The entries are to be written out word for word, with their images left out.

Records shown >>
[Start of Attachment]

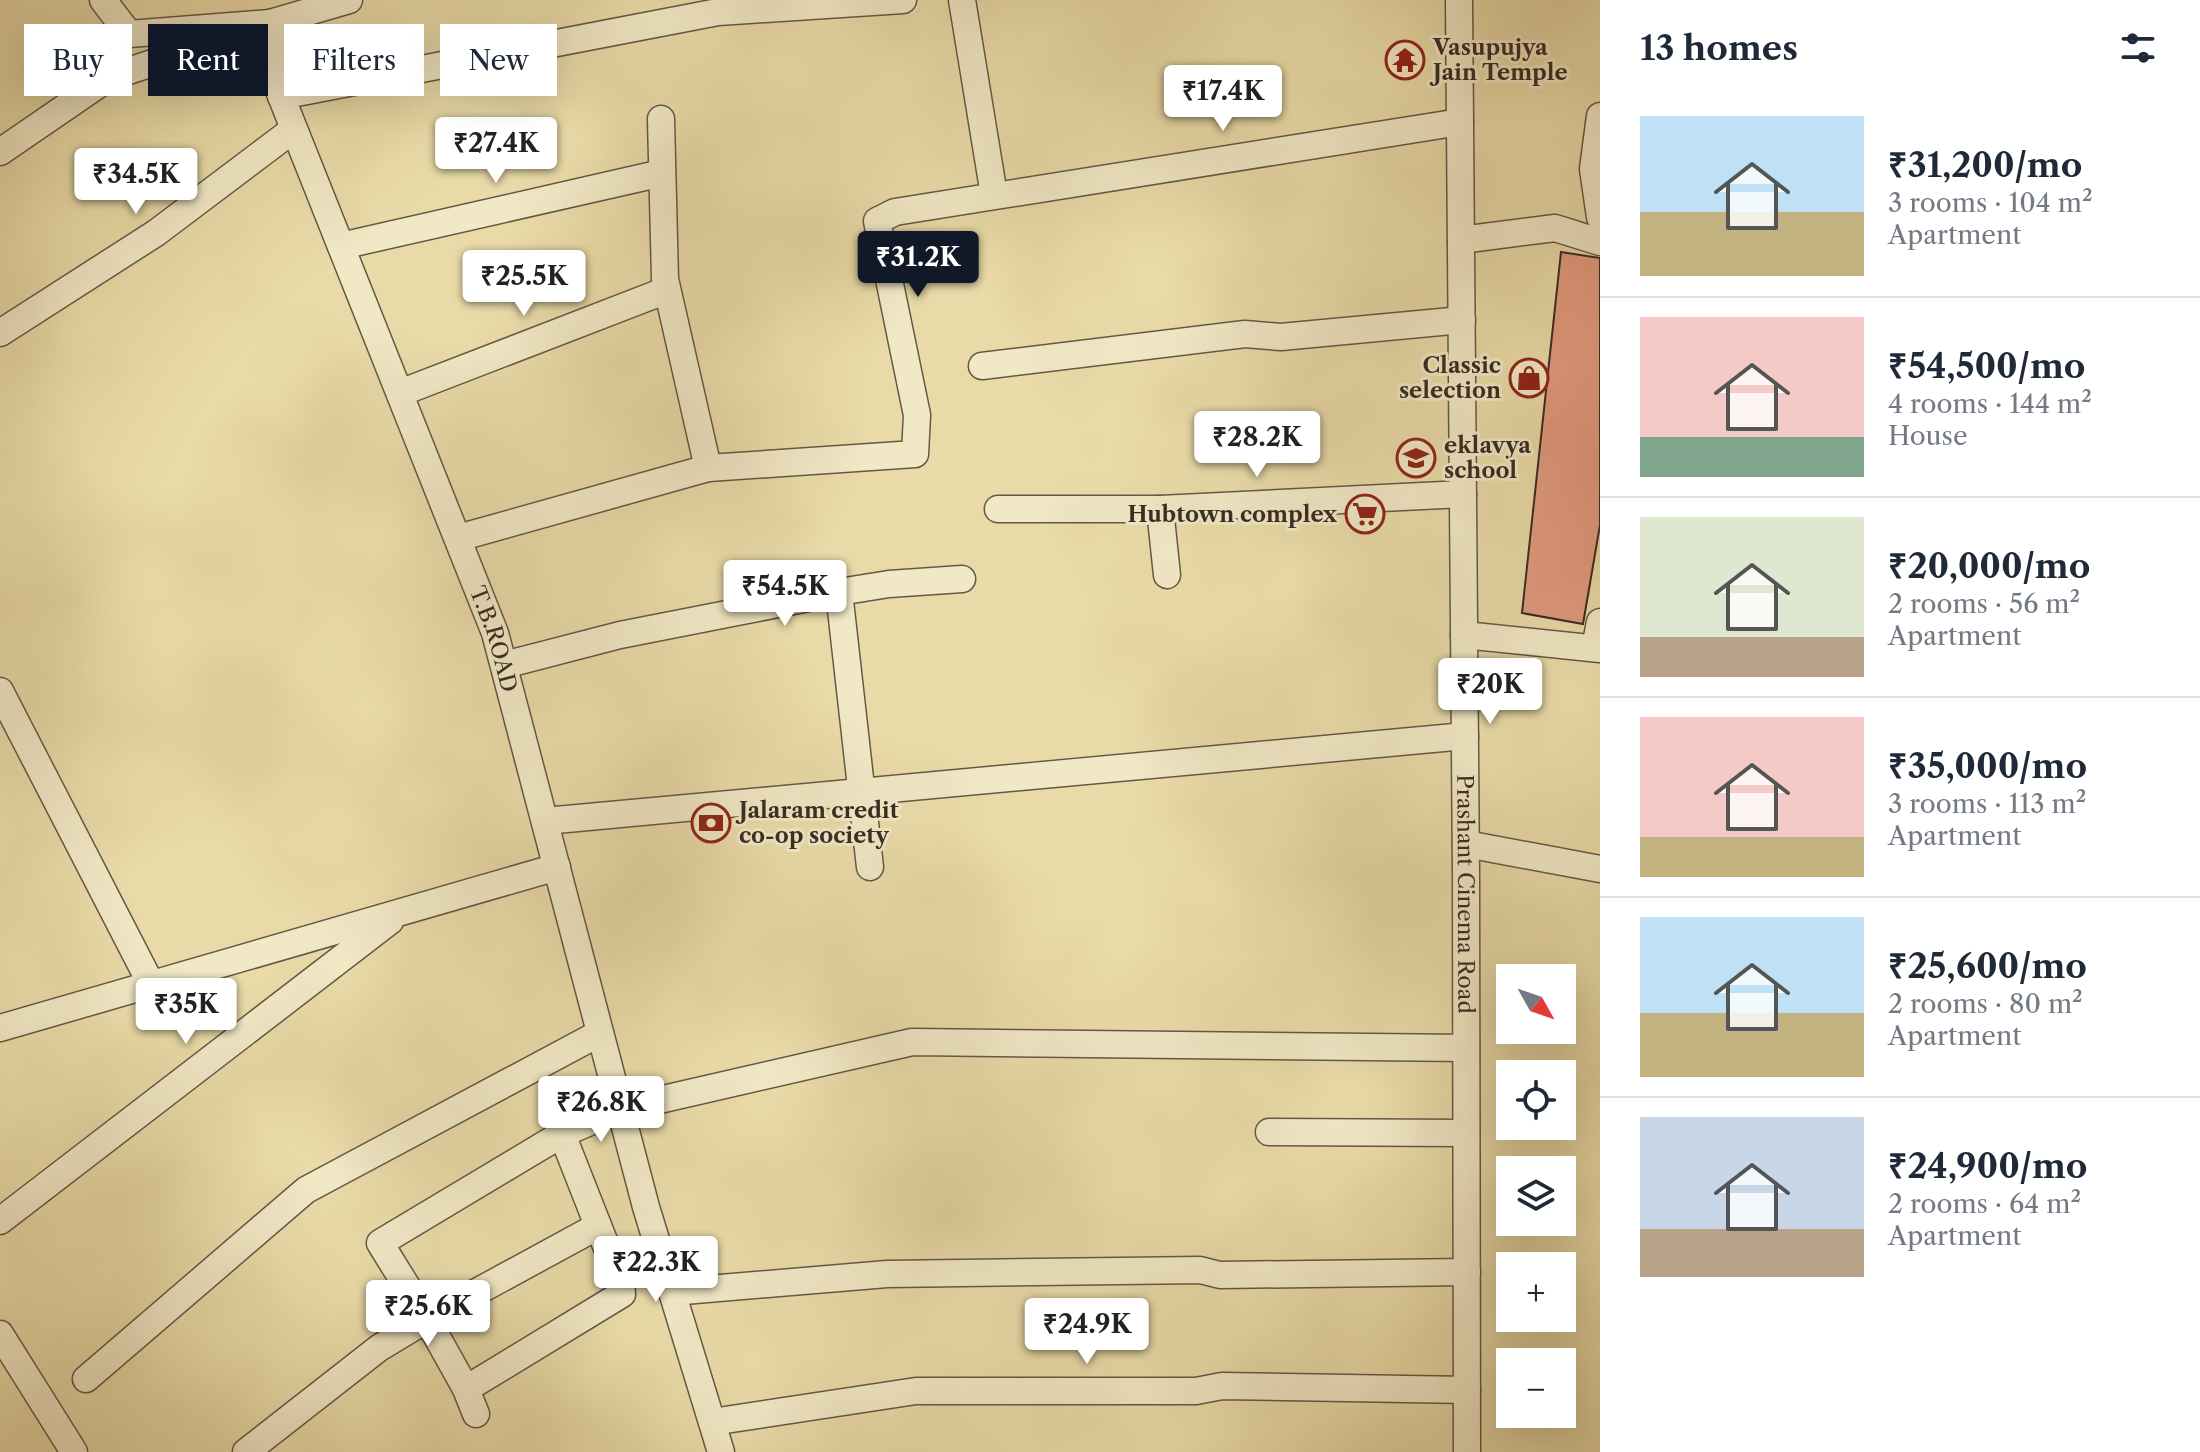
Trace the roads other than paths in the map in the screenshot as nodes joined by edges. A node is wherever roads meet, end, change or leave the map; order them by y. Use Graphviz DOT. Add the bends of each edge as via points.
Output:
graph roads {
  1 [pos="103,0"];
  2 [pos="349,0"];
  3 [pos="903,0"];
  4 [pos="962,0"];
  5 [pos="1459,0"];
  6 [pos="270,23"];
  7 [pos="281,96"];
  8 [pos="1600,116"];
  9 [pos="661,119"];
  10 [pos="1460,122"];
  11 [pos="294,129"];
  12 [pos="0,152"];
  13 [pos="662,173"];
  14 [pos="994,195"];
  15 [pos="1600,217"];
  16 [pos="1461,240"];
  17 [pos="1600,242"];
  18 [pos="341,246"];
  19 [pos="667,290"];
  20 [pos="1462,320"];
  21 [pos="0,333"];
  22 [pos="982,366"];
  23 [pos="400,393"];
  24 [pos="708,468"];
  25 [pos="1463,494"];
  26 [pos="998,509"];
  27 [pos="1160,509"];
  28 [pos="458,538"];
  29 [pos="1167,575"];
  30 [pos="962,579"];
  31 [pos="839,592"];
  32 [pos="1600,622"];
  33 [pos="1464,635"];
  34 [pos="1597,649"];
  35 [pos="504,665"];
  36 [pos="0,691"];
  37 [pos="1465,736"];
  38 [pos="862,791"];
  39 [pos="545,821"];
  40 [pos="1466,844"];
  41 [pos="557,867"];
  42 [pos="870,867"];
  43 [pos="1600,869"];
  44 [pos="403,911"];
  45 [pos="151,984"];
  46 [pos="0,1028"];
  47 [pos="600,1033"];
  48 [pos="1466,1048"];
  49 [pos="620,1109"];
  50 [pos="1269,1132"];
  51 [pos="1466,1133"];
  52 [pos="562,1134"];
  53 [pos="0,1221"];
  54 [pos="598,1226"];
  55 [pos="1467,1272"];
  56 [pos="669,1281"];
  57 [pos="622,1294"];
  58 [pos="427,1319"];
  59 [pos="0,1334"];
  60 [pos="86,1379"];
  61 [pos="466,1389"];
  62 [pos="1467,1390"];
  63 [pos="476,1414"];
  64 [pos="712,1422"];
  65 [pos="74,1452"];
  66 [pos="246,1452"];
  67 [pos="721,1452"];
  68 [pos="1467,1452"];
  1 -- 6 [label="street" via="129,34"];
  2 -- 6 [label="street"];
  3 -- 7 [label="street" via="718,12"];
  4 -- 14 [label="street"];
  5 -- 10 [label="street, Prashant Cinema Road"];
  6 -- 7 [label="street, T.B.ROAD"];
  6 -- 12 [label="street" via="108,78"];
  7 -- 11 [label="street, T.B.ROAD"];
  8 -- 15 [label="street" via="1593,169"];
  9 -- 13 [label="street"];
  10 -- 14 [label="street"];
  10 -- 16 [label="street, Prashant Cinema Road"];
  11 -- 18 [label="street, T.B.ROAD"];
  11 -- 21 [label="street" via="156,233"];
  13 -- 18 [label="street"];
  13 -- 19 [label="street"];
  14 -- 24 [label="street" via="895,212 877,221 917,415 915,454"];
  16 -- 17 [label="street" via="1555,228"];
  16 -- 20 [label="street, Prashant Cinema Road"];
  18 -- 23 [label="street, T.B.ROAD"];
  19 -- 23 [label="street"];
  19 -- 24 [label="street"];
  20 -- 22 [label="street" via="1281,337 1245,334"];
  20 -- 25 [label="street, Prashant Cinema Road"];
  23 -- 28 [label="street, T.B.ROAD"];
  24 -- 28 [label="street"];
  25 -- 27 [label="street"];
  25 -- 33 [label="street, Prashant Cinema Road"];
  26 -- 27 [label="street"];
  27 -- 29 [label="street"];
  28 -- 35 [label="street, T.B.ROAD"];
  30 -- 31 [label="street"];
  31 -- 35 [label="street" via="620,635"];
  31 -- 38 [label="street"];
  32 -- 34 [label="street"];
  33 -- 34 [label="street"];
  33 -- 37 [label="street, Prashant Cinema Road"];
  35 -- 39 [label="street, T.B.ROAD"];
  36 -- 45 [label="street"];
  37 -- 38 [label="street"];
  37 -- 40 [label="street, Prashant Cinema Road"];
  38 -- 39 [label="street"];
  38 -- 42 [label="street"];
  39 -- 41 [label="street, T.B.ROAD"];
  40 -- 43 [label="street"];
  40 -- 48 [label="street, Prashant Cinema Road"];
  41 -- 44 [label="street"];
  41 -- 47 [label="street, T.B.ROAD"];
  44 -- 45 [label="street"];
  44 -- 53 [label="street"];
  45 -- 46 [label="street"];
  47 -- 49 [label="street, T.B.ROAD"];
  47 -- 60 [label="street" via="306,1190"];
  48 -- 49 [label="street" via="912,1042"];
  48 -- 51 [label="street, Prashant Cinema Road"];
  49 -- 52 [label="street"];
  49 -- 56 [label="street, T.B.ROAD"];
  50 -- 51 [label="street"];
  51 -- 55 [label="street, Prashant Cinema Road"];
  52 -- 54 [label="street"];
  52 -- 58 [label="street" via="380,1243"];
  54 -- 57 [label="street"];
  54 -- 58 [label="street"];
  55 -- 56 [label="street" via="1220,1275 1200,1270"];
  55 -- 62 [label="street, Prashant Cinema Road"];
  56 -- 57 [label="street"];
  56 -- 64 [label="street, T.B.ROAD"];
  57 -- 61 [label="street"];
  58 -- 61 [label="street"];
  58 -- 66 [label="street" via="379,1348"];
  59 -- 65 [label="street"];
  61 -- 63 [label="street"];
  62 -- 64 [label="street" via="1222,1386 1196,1391 916,1391"];
  62 -- 68 [label="street, Prashant Cinema Road"];
  64 -- 67 [label="street, T.B.ROAD"];
}
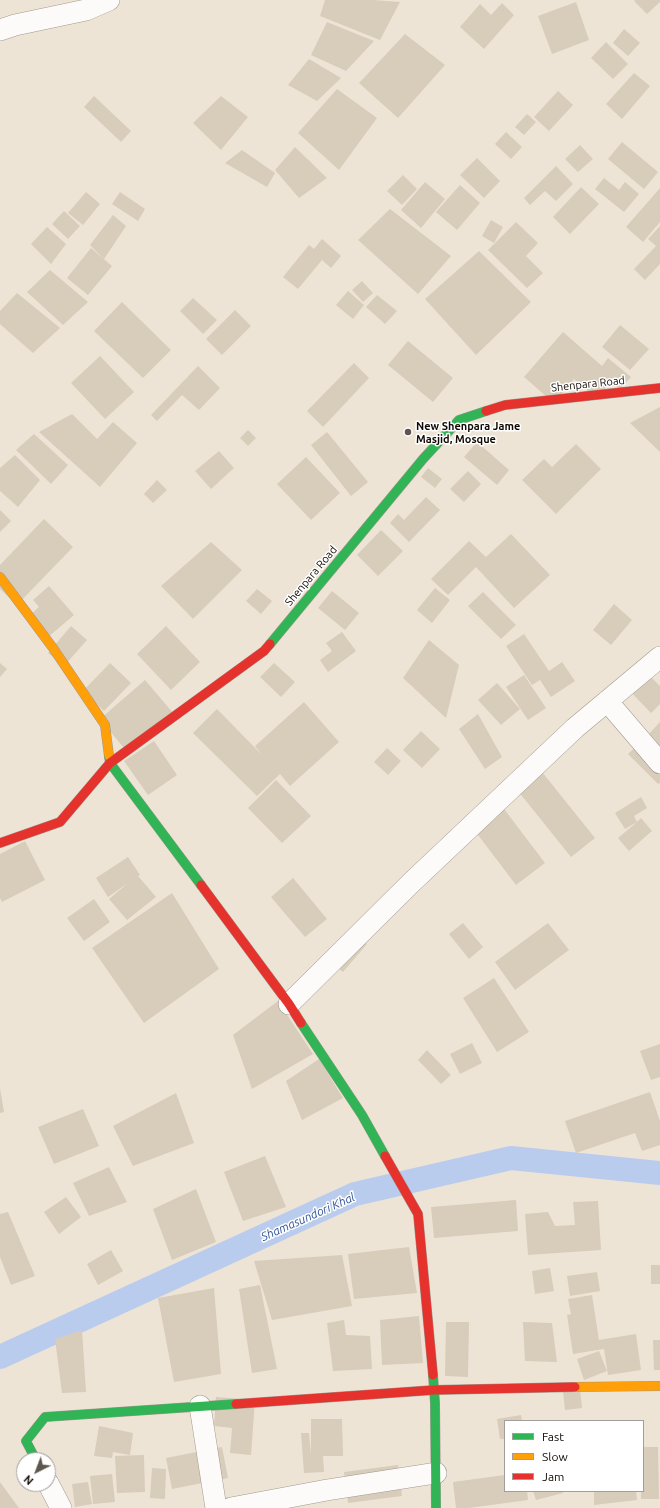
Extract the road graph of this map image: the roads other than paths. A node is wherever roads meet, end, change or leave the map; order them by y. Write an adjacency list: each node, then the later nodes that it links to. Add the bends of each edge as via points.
1 (109, 0): 2 (street, via 86,10)
2 (0, 30)
3 (660, 388): 7 (street, Shenpara Road, via 505,405 460,420 423,459 264,651)
4 (0, 578): 7 (street, via 54,648 105,726)
5 (660, 657): 6 (street)
6 (607, 701): 8 (street); 10 (street, via 412,882)
7 (110, 763): 9 (street, Shenpara Road, via 60,822); 10 (street)
8 (660, 763)
9 (0, 843)
10 (289, 1004): 12 (street, via 362,1115 418,1214)
11 (660, 1386): 12 (street)
12 (434, 1390): 13 (street); 15 (street)
13 (200, 1406): 14 (street, via 45,1417 26,1441); 18 (street)
14 (32, 1452)
15 (436, 1473): 19 (street); 20 (street)
16 (52, 1492): 17 (street)
17 (60, 1508)
18 (216, 1508)
19 (231, 1508)
20 (436, 1508)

[End of Attachment]

Your solution >>
Trace the roads other than paths in the map in the screenshot as nodes joined by edges. A node is wherever roads meet, end, change or leave the map; order them by y. Use Graphviz DOT. Add the bends of each edge as via points.
Output:
graph roads {
  1 [pos="103,0"];
  2 [pos="349,0"];
  3 [pos="903,0"];
  4 [pos="962,0"];
  5 [pos="1459,0"];
  6 [pos="270,23"];
  7 [pos="281,96"];
  8 [pos="1600,116"];
  9 [pos="661,119"];
  10 [pos="1460,122"];
  11 [pos="294,129"];
  12 [pos="0,152"];
  13 [pos="662,173"];
  14 [pos="994,195"];
  15 [pos="1600,217"];
  16 [pos="1461,240"];
  17 [pos="1600,242"];
  18 [pos="341,246"];
  19 [pos="667,290"];
  20 [pos="1462,320"];
  21 [pos="0,333"];
  22 [pos="982,366"];
  23 [pos="400,393"];
  24 [pos="708,468"];
  25 [pos="1463,494"];
  26 [pos="998,509"];
  27 [pos="1160,509"];
  28 [pos="458,538"];
  29 [pos="1167,575"];
  30 [pos="962,579"];
  31 [pos="839,592"];
  32 [pos="1600,622"];
  33 [pos="1464,635"];
  34 [pos="1597,649"];
  35 [pos="504,665"];
  36 [pos="0,691"];
  37 [pos="1465,736"];
  38 [pos="862,791"];
  39 [pos="545,821"];
  40 [pos="1466,844"];
  41 [pos="557,867"];
  42 [pos="870,867"];
  43 [pos="1600,869"];
  44 [pos="403,911"];
  45 [pos="151,984"];
  46 [pos="0,1028"];
  47 [pos="600,1033"];
  48 [pos="1466,1048"];
  49 [pos="620,1109"];
  50 [pos="1269,1132"];
  51 [pos="1466,1133"];
  52 [pos="562,1134"];
  53 [pos="0,1221"];
  54 [pos="598,1226"];
  55 [pos="1467,1272"];
  56 [pos="669,1281"];
  57 [pos="622,1294"];
  58 [pos="427,1319"];
  59 [pos="0,1334"];
  60 [pos="86,1379"];
  61 [pos="466,1389"];
  62 [pos="1467,1390"];
  63 [pos="476,1414"];
  64 [pos="712,1422"];
  65 [pos="74,1452"];
  66 [pos="246,1452"];
  67 [pos="721,1452"];
  68 [pos="1467,1452"];
  1 -- 6 [label="street" via="129,34"];
  2 -- 6 [label="street"];
  3 -- 7 [label="street" via="718,12"];
  4 -- 14 [label="street"];
  5 -- 10 [label="street, Prashant Cinema Road"];
  6 -- 7 [label="street, T.B.ROAD"];
  6 -- 12 [label="street" via="108,78"];
  7 -- 11 [label="street, T.B.ROAD"];
  8 -- 15 [label="street" via="1593,169"];
  9 -- 13 [label="street"];
  10 -- 14 [label="street"];
  10 -- 16 [label="street, Prashant Cinema Road"];
  11 -- 18 [label="street, T.B.ROAD"];
  11 -- 21 [label="street" via="156,233"];
  13 -- 18 [label="street"];
  13 -- 19 [label="street"];
  14 -- 24 [label="street" via="895,212 877,221 917,415 915,454"];
  16 -- 17 [label="street" via="1555,228"];
  16 -- 20 [label="street, Prashant Cinema Road"];
  18 -- 23 [label="street, T.B.ROAD"];
  19 -- 23 [label="street"];
  19 -- 24 [label="street"];
  20 -- 22 [label="street" via="1281,337 1245,334"];
  20 -- 25 [label="street, Prashant Cinema Road"];
  23 -- 28 [label="street, T.B.ROAD"];
  24 -- 28 [label="street"];
  25 -- 27 [label="street"];
  25 -- 33 [label="street, Prashant Cinema Road"];
  26 -- 27 [label="street"];
  27 -- 29 [label="street"];
  28 -- 35 [label="street, T.B.ROAD"];
  30 -- 31 [label="street"];
  31 -- 35 [label="street" via="620,635"];
  31 -- 38 [label="street"];
  32 -- 34 [label="street"];
  33 -- 34 [label="street"];
  33 -- 37 [label="street, Prashant Cinema Road"];
  35 -- 39 [label="street, T.B.ROAD"];
  36 -- 45 [label="street"];
  37 -- 38 [label="street"];
  37 -- 40 [label="street, Prashant Cinema Road"];
  38 -- 39 [label="street"];
  38 -- 42 [label="street"];
  39 -- 41 [label="street, T.B.ROAD"];
  40 -- 43 [label="street"];
  40 -- 48 [label="street, Prashant Cinema Road"];
  41 -- 44 [label="street"];
  41 -- 47 [label="street, T.B.ROAD"];
  44 -- 45 [label="street"];
  44 -- 53 [label="street"];
  45 -- 46 [label="street"];
  47 -- 49 [label="street, T.B.ROAD"];
  47 -- 60 [label="street" via="306,1190"];
  48 -- 49 [label="street" via="912,1042"];
  48 -- 51 [label="street, Prashant Cinema Road"];
  49 -- 52 [label="street"];
  49 -- 56 [label="street, T.B.ROAD"];
  50 -- 51 [label="street"];
  51 -- 55 [label="street, Prashant Cinema Road"];
  52 -- 54 [label="street"];
  52 -- 58 [label="street" via="380,1243"];
  54 -- 57 [label="street"];
  54 -- 58 [label="street"];
  55 -- 56 [label="street" via="1220,1275 1200,1270"];
  55 -- 62 [label="street, Prashant Cinema Road"];
  56 -- 57 [label="street"];
  56 -- 64 [label="street, T.B.ROAD"];
  57 -- 61 [label="street"];
  58 -- 61 [label="street"];
  58 -- 66 [label="street" via="379,1348"];
  59 -- 65 [label="street"];
  61 -- 63 [label="street"];
  62 -- 64 [label="street" via="1222,1386 1196,1391 916,1391"];
  62 -- 68 [label="street, Prashant Cinema Road"];
  64 -- 67 [label="street, T.B.ROAD"];
}
Extract the road graph of this map image: the roads other than paths. A node is wherever roads meet, end, change or leave the map; order them by y. Write an adjacency list: each node, then the later nodes that it links to. Add the bends of each edge as via points.
1 (109, 0): 2 (street, via 86,10)
2 (0, 30)
3 (660, 388): 7 (street, Shenpara Road, via 505,405 460,420 423,459 264,651)
4 (0, 578): 7 (street, via 54,648 105,726)
5 (660, 657): 6 (street)
6 (607, 701): 8 (street); 10 (street, via 412,882)
7 (110, 763): 9 (street, Shenpara Road, via 60,822); 10 (street)
8 (660, 763)
9 (0, 843)
10 (289, 1004): 12 (street, via 362,1115 418,1214)
11 (660, 1386): 12 (street)
12 (434, 1390): 13 (street); 15 (street)
13 (200, 1406): 14 (street, via 45,1417 26,1441); 18 (street)
14 (32, 1452)
15 (436, 1473): 19 (street); 20 (street)
16 (52, 1492): 17 (street)
17 (60, 1508)
18 (216, 1508)
19 (231, 1508)
20 (436, 1508)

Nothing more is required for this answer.